Elisabeth Sladen (2002)

September 13, 2009

Here’s a transcript of Elisabeth Sladen talking about the changeover between Jon Pertwee and Tom Baker. She says she felt left out, at first, because TB and Ian Marter seemed to be getting on so well, but the interview ends with a great story about TB and some fairy lights, so enjoy:

“First of all, I knew Jon was leaving before he actually left. Even when I joined. All these names were mentioned, Alan Dale, Ron Moody, and then Barry Letts, the director, came rushing in one day and said ‘Wonderful, we’ve got Tom Baker!’. In my ignorance, I didn’t know who Tom Baker was. And the first time I saw Tom was when we were filming ‘Planet of the Spiders’ and we were filming Jon’s demise and it was the take-over, so it wasn’t a time to really say so much. Jon was in his own little box of ‘I am leaving’, Liz as Sarah had to be upset because she thought Jon was dying, and it was just ‘Hello’. That night I had to go to the studio to film with them, with Tom, and I think if things work well you get that extra frisson on screen.

“Ian Marter was there with Tom when I got there and they seemed already to have a really lovely relationship and I actually felt very excluded, and I felt I had to sit back and wait on it. From the word go it was a very very new Doctor, which was lovely because you’re only as good as the people you work with. And the Doctor makes the running. It’s like in a George Formby thing, you can’t have ten George Formby’s, it wouldn’t work, so all I could do was wait to see what Tom gave me. And whereas Jon’s Doctor had been very protective, arm around the chick, Tom’s Doctor was ‘You can do it’, and it was wonderful. Tom comes from Liverpool, and I do, and Tom’s so generous and disarming. It was great.

“By the time we came to do ‘Planet of Evil’, we knew we were really flying. You just knew it was really really good, and that’s a very rare feeling, and when something is really good you dare to be brave, you dare to make mistakes, and by that you get better results because you’re braver. You trust the people around you. We didn’t have to finish sentences. We’d rehearse, and Tom would say by the time we got to the studio we had to know exactly what we were doing, exactly where the marks were, exactly how many seconds to pause, because the special effects were so important.

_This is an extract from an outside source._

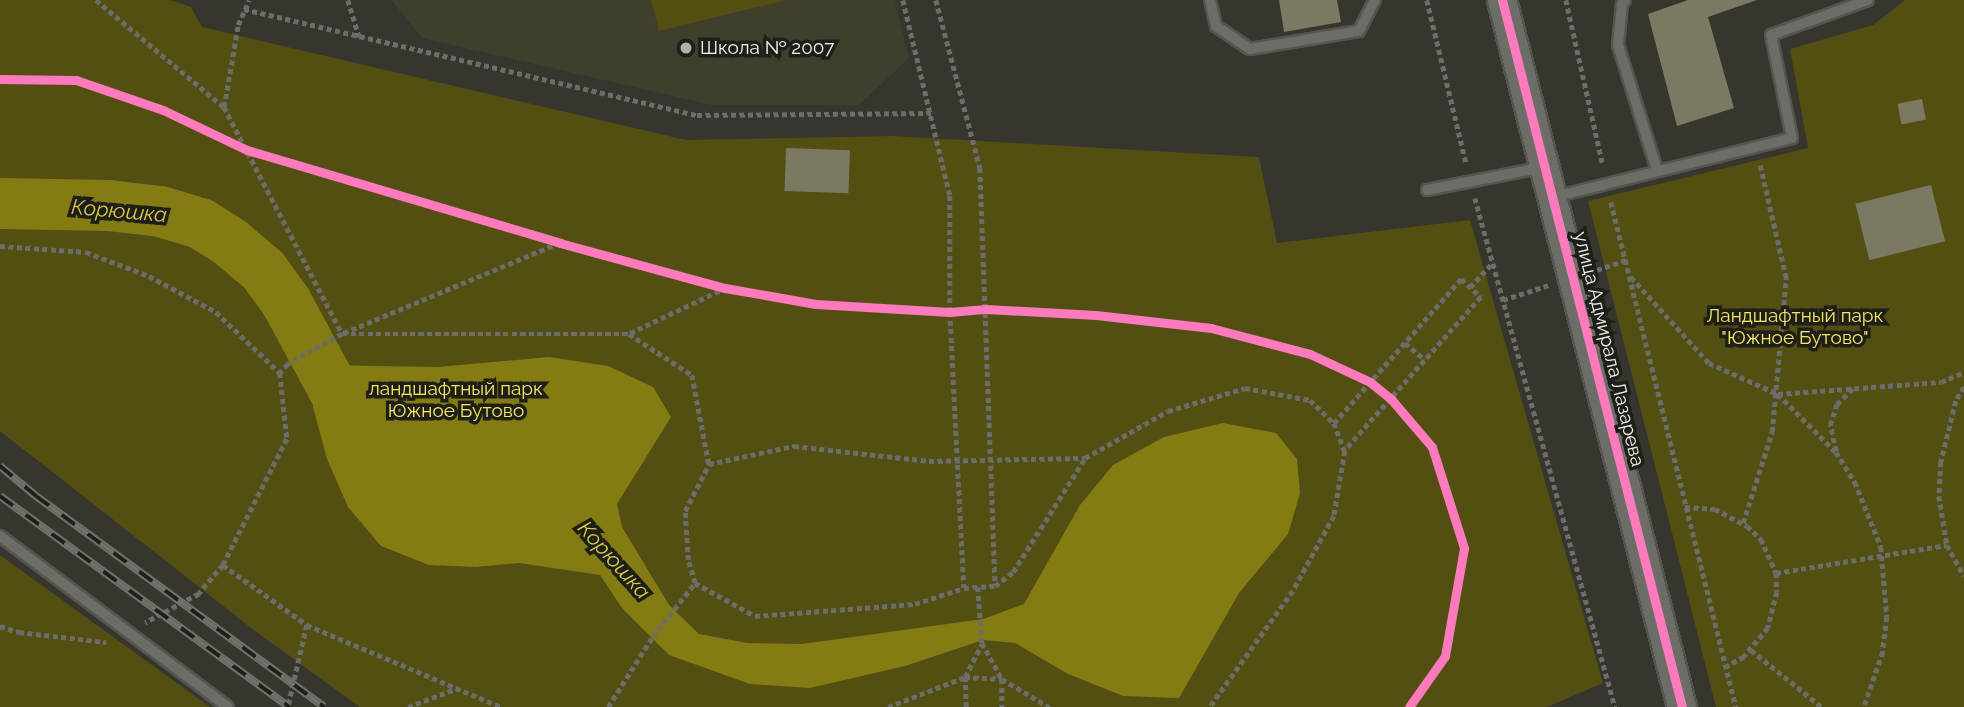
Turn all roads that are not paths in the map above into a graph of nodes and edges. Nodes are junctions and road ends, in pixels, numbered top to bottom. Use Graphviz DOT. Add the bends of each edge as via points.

You could do twenty, thirty takes and be brilliant, but if the stun gun didn’t work you’d got nothing. We knew they’d take the one where the stun gun worked, so we were on the ball, and Tom used to say to the director’s box ‘Sir, Liz and I have just thought of -‘ and the director would say ‘Lovely idea, Tom, but we haven’t got time’. Tom would say we’ll do it but we have to get it right.

“An example is ‘Pyramids of Mars’. There’s a Marx Brothers film where they walk in, turn and walk out, and we did that in ‘Pyramids of Mars’ when we saw something in one of the tunnels, Tom was supposed to say ‘Quick, Sarah, hide’, and he said ‘I’m not saying that again’ so it was in, turn, out. It was very good, it was accepted, but if he’ got it wrong we wouldn’t have been very popular because the clock was ticking. You only had until ten o’clock in those days. We used to record from seven thirty at night until ten o’clock at night, so it was rather like being live.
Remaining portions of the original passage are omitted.